Exercise input.
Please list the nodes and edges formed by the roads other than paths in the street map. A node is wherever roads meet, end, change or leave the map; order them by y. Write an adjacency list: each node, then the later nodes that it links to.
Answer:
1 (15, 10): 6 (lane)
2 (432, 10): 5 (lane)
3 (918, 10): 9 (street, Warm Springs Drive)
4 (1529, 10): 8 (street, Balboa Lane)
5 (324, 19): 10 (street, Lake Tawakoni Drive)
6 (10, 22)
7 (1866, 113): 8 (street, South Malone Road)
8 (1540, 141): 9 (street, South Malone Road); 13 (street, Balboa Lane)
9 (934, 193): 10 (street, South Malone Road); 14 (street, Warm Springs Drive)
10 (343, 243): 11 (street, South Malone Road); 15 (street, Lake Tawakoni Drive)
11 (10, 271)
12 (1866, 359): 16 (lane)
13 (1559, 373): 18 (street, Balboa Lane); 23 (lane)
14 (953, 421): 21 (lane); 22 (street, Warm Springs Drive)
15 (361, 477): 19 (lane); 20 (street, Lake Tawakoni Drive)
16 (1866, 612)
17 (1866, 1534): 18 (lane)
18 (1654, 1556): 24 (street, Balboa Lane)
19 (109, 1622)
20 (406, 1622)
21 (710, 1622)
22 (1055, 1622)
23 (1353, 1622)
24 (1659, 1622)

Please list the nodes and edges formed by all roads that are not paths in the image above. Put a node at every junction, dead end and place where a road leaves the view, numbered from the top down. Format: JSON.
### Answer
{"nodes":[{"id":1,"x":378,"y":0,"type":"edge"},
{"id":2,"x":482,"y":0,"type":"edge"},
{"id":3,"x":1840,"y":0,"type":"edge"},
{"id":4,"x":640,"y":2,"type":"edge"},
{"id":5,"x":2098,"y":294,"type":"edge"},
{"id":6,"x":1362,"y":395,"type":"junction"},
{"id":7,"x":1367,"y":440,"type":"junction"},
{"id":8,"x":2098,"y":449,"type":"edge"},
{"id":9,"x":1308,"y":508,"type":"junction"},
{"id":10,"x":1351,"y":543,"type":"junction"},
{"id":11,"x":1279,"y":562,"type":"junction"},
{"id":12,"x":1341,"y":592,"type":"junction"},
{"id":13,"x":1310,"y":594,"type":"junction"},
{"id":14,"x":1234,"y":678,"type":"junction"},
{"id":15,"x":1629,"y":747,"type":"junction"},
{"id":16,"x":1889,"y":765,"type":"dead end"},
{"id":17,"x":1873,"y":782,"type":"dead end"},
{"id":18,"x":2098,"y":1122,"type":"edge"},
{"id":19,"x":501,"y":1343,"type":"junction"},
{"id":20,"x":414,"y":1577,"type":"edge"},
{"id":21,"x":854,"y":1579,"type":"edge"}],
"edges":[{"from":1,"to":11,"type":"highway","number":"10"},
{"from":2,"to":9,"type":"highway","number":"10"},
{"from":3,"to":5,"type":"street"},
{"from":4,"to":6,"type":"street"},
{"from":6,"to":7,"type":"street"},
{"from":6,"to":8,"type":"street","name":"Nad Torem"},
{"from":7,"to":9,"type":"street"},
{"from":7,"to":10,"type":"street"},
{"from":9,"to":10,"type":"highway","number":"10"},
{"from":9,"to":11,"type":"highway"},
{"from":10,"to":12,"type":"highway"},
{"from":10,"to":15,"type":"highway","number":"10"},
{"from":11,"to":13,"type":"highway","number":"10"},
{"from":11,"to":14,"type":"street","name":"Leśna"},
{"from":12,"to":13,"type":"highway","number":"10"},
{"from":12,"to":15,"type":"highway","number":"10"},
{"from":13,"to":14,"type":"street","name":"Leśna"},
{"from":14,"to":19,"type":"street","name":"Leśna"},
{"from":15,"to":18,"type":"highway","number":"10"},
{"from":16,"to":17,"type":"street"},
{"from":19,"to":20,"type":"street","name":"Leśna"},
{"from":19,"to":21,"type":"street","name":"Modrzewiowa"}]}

Exercise prompt. Determine the number of lines in the data that contain "nodes" as a word or string, and state only that number.

The completed task. 3